Anche se lavora fuori casa, l’italiana media svolge mansioni domestiche 80 minuti al giorno più del proprio partner: lo dice una ricerca dell'Università Bocconi, e in ogni caso sono questioni su cui ultimamente siamo chiamate a riflettere molto. «Una bella ora e 20 di frenetico sciacquare, riordinare, rassettare, prima o dopo aver dato il proprio contributo al Pil», scrive la mia collega Silvia Orlandini su Gioia: «sulle spalle delle donne, occupate o no, grava il 75 per cento del lavoro domestico, inteso come cura della casa, dei bambini e degli anziani». E solo la settimana scorsa, sempre per il mio giornale, ho intervistato Loredana Lipperini, che in questi giorni ha pubblicato Di mamme ce n'è più d'una (Feltrinelli). Leggetelo.

Il problema è che in Italia, negli anni Dieci del terzo millennio, se sei donna "devi" essere madre. Questo pensa la gente. E, soprattutto, devi esserlo bene. Il che accade anche all'estero, a dir la verità: la copertina di Time che vedete qui sopra è stata pubblicata nel maggio 2012 e ritrae una donna vera, una madre (intendo dire che non è una modella, anche se lo sembra) che allatta suo figlio di quasi quattro anni. Condizione essenziale, come spiega lei stessa, «per farlo crescere sereno». Tornando a noi, e alla ricerca dell’Università Bocconi, addirittura l’81,4 per cento degli intervistati è convinto che un bambino in età prescolare soffra se la mamma lavora. Come si spiega che invece, nell’Unione europea, questa percentuale scenda al 55,6 per cento? Il "trucco" forse sta nel cominciare con il piede giusto (cioè sbagliato): «In Italia le donne sono il 60 per cento degli studenti universitari, ma il 22 per cento decide di non iniziare nemmeno un percorso professionale», mi ha spiegato la Lipperini alzando un sopracciglio mentre addentava un rombo in crosta, un sabato a pranzo.
Durante il Festival di Sanremo, pochi giorni dopo Ho incontrato due mamme blogger che conoscevo già e che, vedendomi, mi hanno chiesto: «E con i bambini come fai?». «Esattamente come fate voi», ho risposto. Ma la domanda mi ha colpito moltissimo: a un padre in trasferta, nessuno si sognerebbe di porla.

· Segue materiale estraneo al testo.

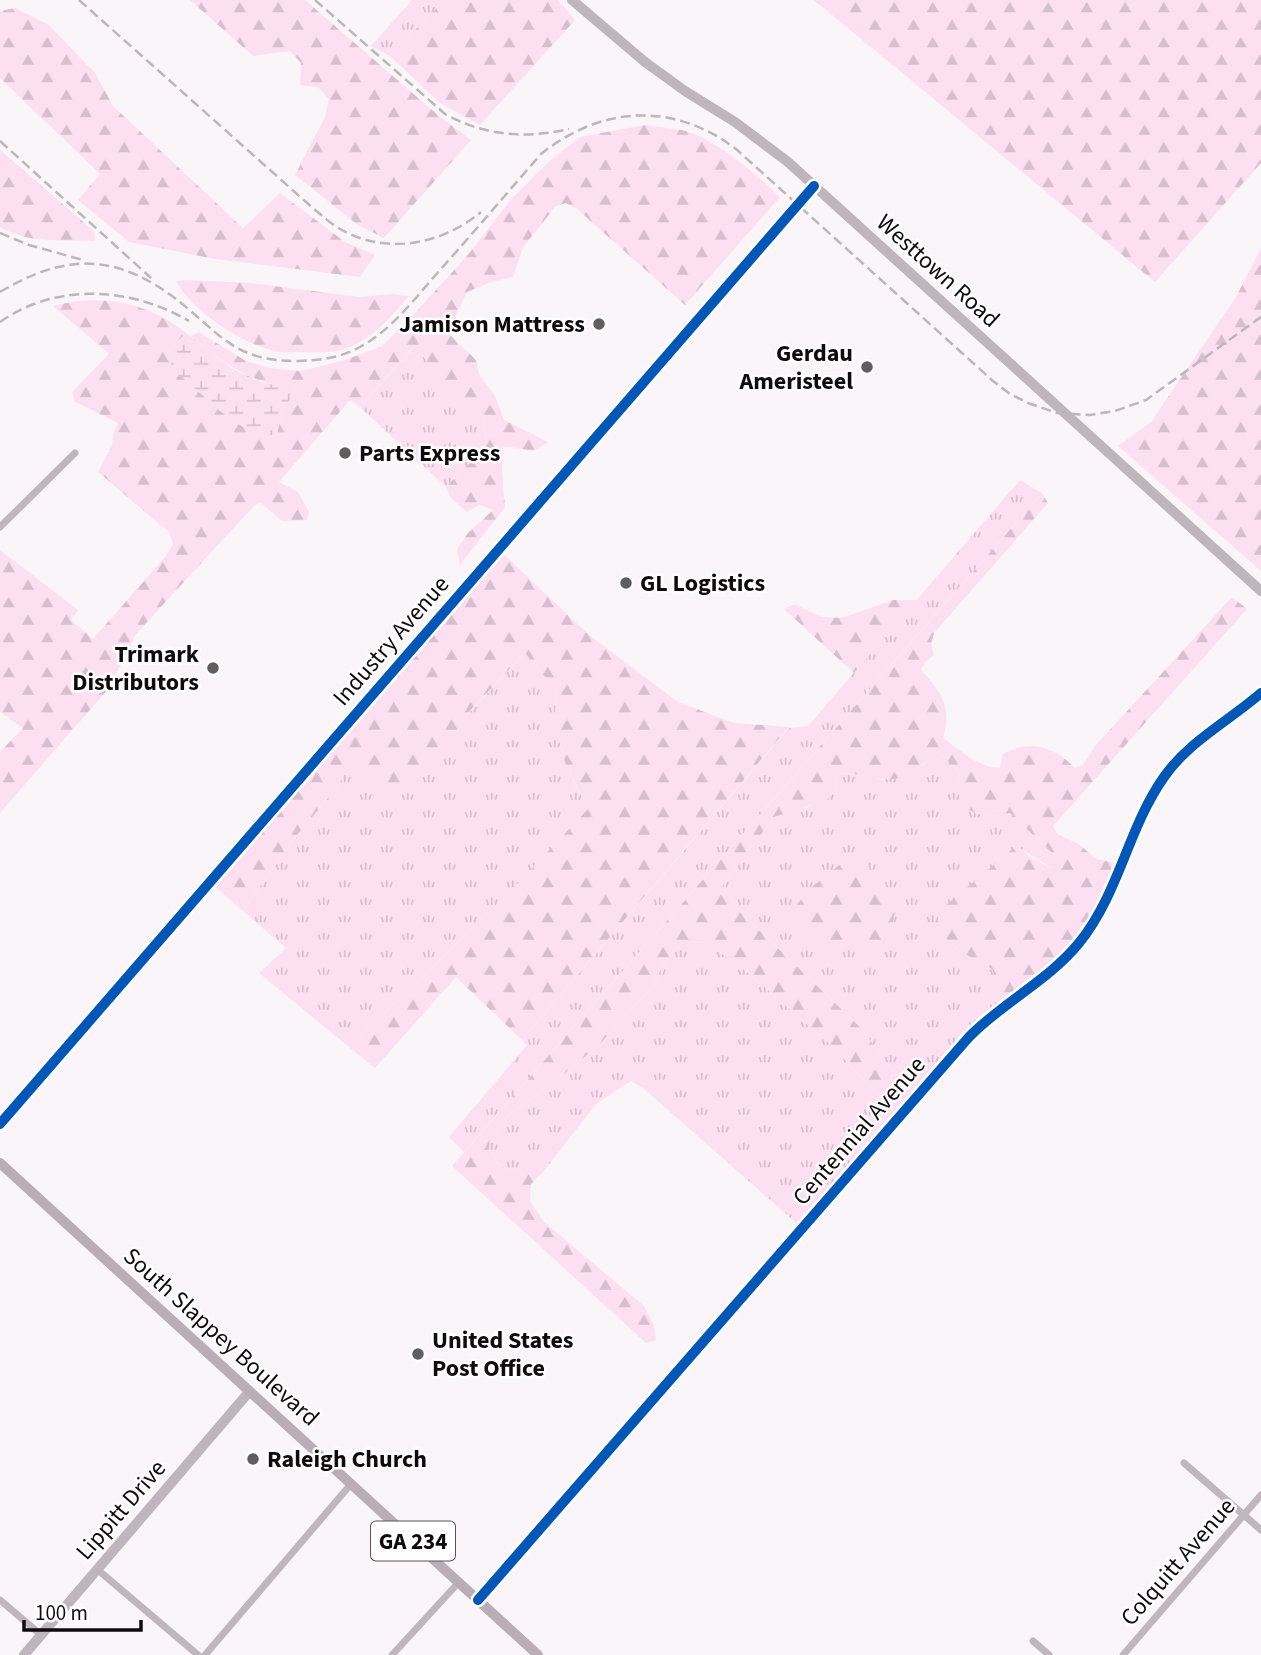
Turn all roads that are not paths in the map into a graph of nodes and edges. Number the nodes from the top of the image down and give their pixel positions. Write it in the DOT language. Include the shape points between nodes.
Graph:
graph roads {
  1 [pos="572,0"];
  2 [pos="814,186"];
  3 [pos="75,453"];
  4 [pos="0,527"];
  5 [pos="1261,591"];
  6 [pos="1261,693"];
  7 [pos="0,1124"];
  8 [pos="0,1163"];
  9 [pos="0,1176"];
  10 [pos="23,1185"];
  11 [pos="250,1392"];
  12 [pos="1184,1463"];
  13 [pos="351,1484"];
  14 [pos="1261,1495"];
  15 [pos="1244,1515"];
  16 [pos="1261,1530"];
  17 [pos="98,1570"];
  18 [pos="458,1582"];
  19 [pos="0,1600"];
  20 [pos="478,1600"];
  21 [pos="41,1636"];
  22 [pos="1033,1641"];
  23 [pos="24,1655"];
  24 [pos="198,1655"];
  25 [pos="205,1655"];
  26 [pos="392,1655"];
  27 [pos="538,1655"];
  28 [pos="1049,1655"];
  29 [pos="1123,1655"];
  1 -- 2 [label="street, Westtown Road" via="665,76 768,145"];
  2 -- 5 [label="street, Westtown Road"];
  2 -- 7 [label="street, Industry Avenue"];
  3 -- 4 [label="street"];
  6 -- 20 [label="street, Centennial Avenue" via="1197,742 1163,778 1079,944 969,1037"];
  8 -- 10 [label="main road, South Slappey Boulevard / GA 234"];
  9 -- 10 [label="main road"];
  10 -- 11 [label="main road, South Slappey Boulevard / GA 234"];
  11 -- 13 [label="main road, South Slappey Boulevard / GA 234"];
  11 -- 17 [label="street, Lippitt Drive"];
  12 -- 15 [label="street"];
  13 -- 18 [label="main road, South Slappey Boulevard / GA 234"];
  13 -- 25 [label="street"];
  14 -- 15 [label="street, Colquitt Avenue"];
  15 -- 16 [label="street"];
  15 -- 29 [label="street, Colquitt Avenue"];
  17 -- 21 [label="street, Lippitt Drive"];
  17 -- 24 [label="street"];
  18 -- 20 [label="main road, South Slappey Boulevard / GA 234"];
  18 -- 26 [label="street"];
  19 -- 21 [label="street"];
  20 -- 27 [label="main road, South Slappey Boulevard / GA 234"];
  21 -- 23 [label="street, Lippitt Drive"];
  22 -- 28 [label="street"];
}
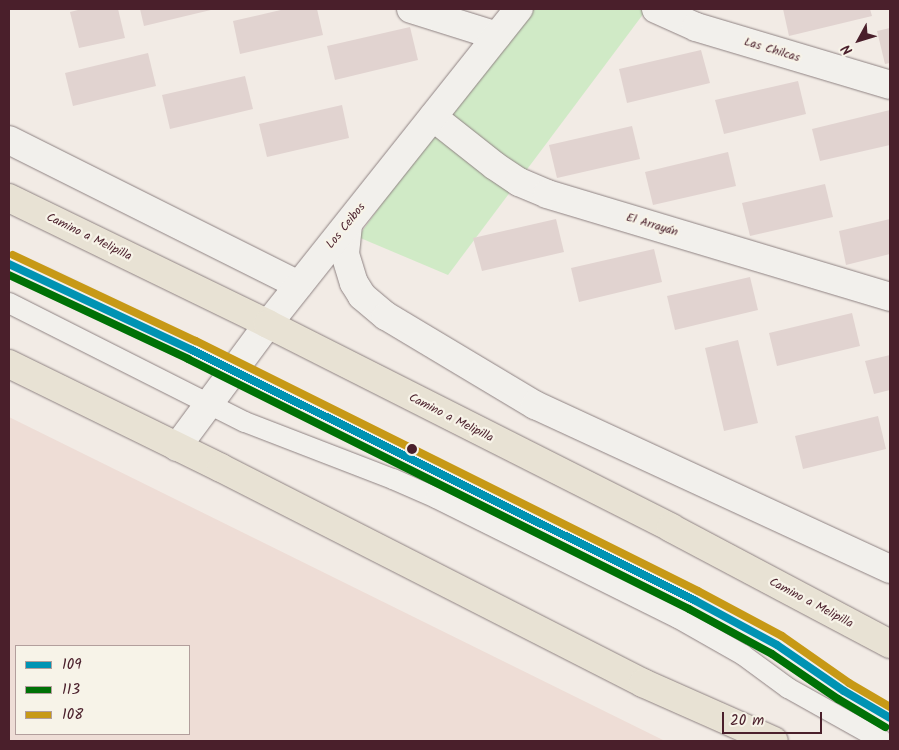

Mentre i dati mi scivolano davanti agli occhi Al solito, mi si ribadisce che in Svezia e in Norvegia si sta molto meglio. Riviste e ricerche mi invitano a riflettere: la condivisione - la parità - passa anche dall'affidare il biberon per nutrire il Pupo al maschio (adulto) di casa; dal mettergli in mano una scopa e uno straccio, almeno ogni tanto. Conosco però almeno un blog, che non citerò, in cui resiste e s'amplifica il mito della moglie-mamma-geisha, eroica, insostituibile, che accoglie ogni sera il ritorno del guerriero stanco con un grande sorriso, il trucco rifatto, la cena servita, in grembiule e giarrettiera, «perché i maschi si sa, poveretti, e poi in fondo bisogna capirli». È un blog seguitissimo.
Mi chiedo sempre più spesso Quanto sia colpa anche nostra, anche mia. I pensieri s'intrecciano. Il Pupo ha 40 di febbre per la tonsillite, delira, alle due e mezza di notte si sveglia e chiede con voce cristallina: «Bisogna studiale molti anni pel diventale pompiele?». Normalmente adora la compagnia di suo padre, negli ultimi giorni invece cerca sempre me, mi chiama mammina, mi telefona al lavoro solo per mandarmi dei baci. Mi dice: «Sei bella, hai la pelle come di plimavela». Sono insonne da giorni, esausta. Assecondo stregata le sue richieste da donna incinta: «Puoi andale al supelmelcato a complalmi il cocco?». Sono le sette di sera e sono ancora in ufficio, a mescolare i sensi di colpa al sollievo per aver finito un lavoro importante. Mio figlio stamattina mi ha detto: «Se puoi, ti plego, tolna quando fuoli c'è ancola la luce». Oggi non ce l'ho fatta. A suo papà, del resto, non l'ha nemmeno chiesto.